Tristan und Isolde

5
Reviewer's Rating

This production of Tristan und Isolde by Katharina Wagner first saw the light of day at last year’s festival immediately finding success with the cognoscenti of the Green Hill. Her direction tapped into the opera’s emotional strength and she delivered a powerful and compelling production that drifted at times from its traditional staging.

The first act is highly impressive not just musically speaking but visually, too! When we meet Tristan and Isolde they’re already deeply in love and frantically searching for each other against all the odds with Kurwenal and Brangäne battling hard to keep them apart.

However, when the lovers do meet they simply gaze longingly and lovingly at each other in total silence while the love potion that Brangäne prepares for Isolde is immediately discarded. The couple’s love is already sealed.

But what helps to make this act so highly impressive is Frank Philipp Schlößmann and Matthias Lippert’s brilliantly-designed set comprising a three-dimensional labyrinth of stairs evaporating into thin air, an influence, perhaps, of Giovanni Piranesi or MC Escher. But it was Piranesi’s engraving Il ponte levatoio: Le Carceri d’Invenzione (The drawbridge: the Imaginary Prisons) cited in the programme.

Overall, the visual impact was staggering greatly aided by Thomas Kaiser’s strikingly-designed costumes ranging from medieval to futuristic styles with Reinhard Traub’s lighting reflecting the dark and broody nature of the piece.

The scenario of act II is played out in a prison exercise yard with more than a hint of DDR political interference in evidence as Stasi-styled guards (King Marke’s henchmen) look down upon the lovers forced into a tiny cell. They’re constantly kept under surveillance with ultra-bright searchlights trained upon them.

In the final act, the staging’s dark and atmospheric with the tension brought to breaking-point as Tristan tries in vain to reach out to his beloved Isolde one last time seeking her through a series of triangular mirrors. They appear and disappear at whim the length and breadth of the stage reflecting a profusion of distorted images of Isolde driving Tristan to madness and insanity.

But the deeply-etched ending where a distraught Isolde shields the dead body of Tristan in her arms with King Marke offering the couple his blessing is reinterpreted by Wagner. After the singing of the Liebestod, Marke quietly drags the body of Isolde (very much alive it seems but, maybe, an apparition) across a bare stage thereby claiming his rightful bride.

American heldentenor, Stephen Gould, delivered a brilliant interpretation of Tristan. What a voice! But German bass, Georg Zeppenfeld, equally matched it putting in a commanding and authoritative performance as King Marke while Frankfurt-born singer, Petra Lang, sang Isolde for the first time relishing the part. Her performance, especially in the Liebestod, was stunning to say the least and it more than stamped her authority on what is one of the most demanding of all Wagnerian female roles.

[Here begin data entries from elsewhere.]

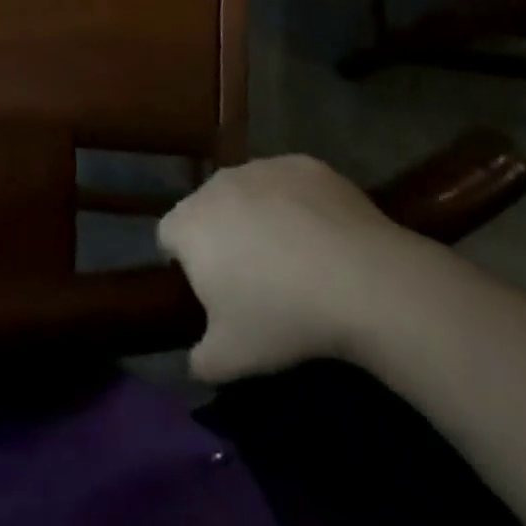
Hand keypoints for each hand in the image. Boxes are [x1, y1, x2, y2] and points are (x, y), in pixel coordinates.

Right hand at [158, 155, 411, 382]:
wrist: (358, 277)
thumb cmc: (281, 316)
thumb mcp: (231, 358)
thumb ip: (200, 360)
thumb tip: (196, 361)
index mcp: (190, 224)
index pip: (168, 236)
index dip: (184, 264)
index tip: (213, 291)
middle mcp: (217, 184)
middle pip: (207, 209)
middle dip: (222, 236)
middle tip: (253, 277)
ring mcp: (262, 167)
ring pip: (248, 192)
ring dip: (258, 216)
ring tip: (293, 257)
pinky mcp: (303, 163)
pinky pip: (289, 184)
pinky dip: (297, 204)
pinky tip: (324, 238)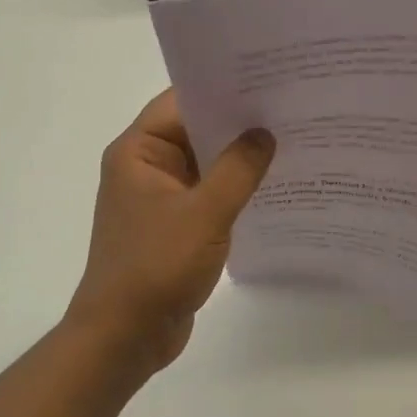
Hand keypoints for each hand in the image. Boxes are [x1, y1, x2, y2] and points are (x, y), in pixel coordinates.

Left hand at [68, 89, 274, 378]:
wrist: (124, 337)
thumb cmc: (156, 267)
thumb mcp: (205, 214)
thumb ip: (238, 169)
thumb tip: (265, 133)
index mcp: (139, 152)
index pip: (182, 102)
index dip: (222, 88)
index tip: (267, 78)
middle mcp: (146, 166)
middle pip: (196, 129)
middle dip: (239, 121)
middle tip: (290, 106)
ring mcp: (160, 196)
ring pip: (206, 162)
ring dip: (240, 156)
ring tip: (291, 138)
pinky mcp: (175, 223)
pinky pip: (209, 191)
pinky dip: (235, 186)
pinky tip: (273, 183)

The pairing of Scottish bass-baritone, Iain Paterson, as Kurwenal and German mezzo-soprano, Christa Mayer, Brangäne, hit the mark, too. And so did the orchestra which plays such a dominant role in this opera commenting on every psychological and dramatic development through leitmotivs and the endless melodising that Wagner substituted for arias and duets.

Maestro Thielemann, on top form in the pit, got from his charges some rich, imaginative and warm playing that was simply thrilling to hear in the confines of the Festspielhaus.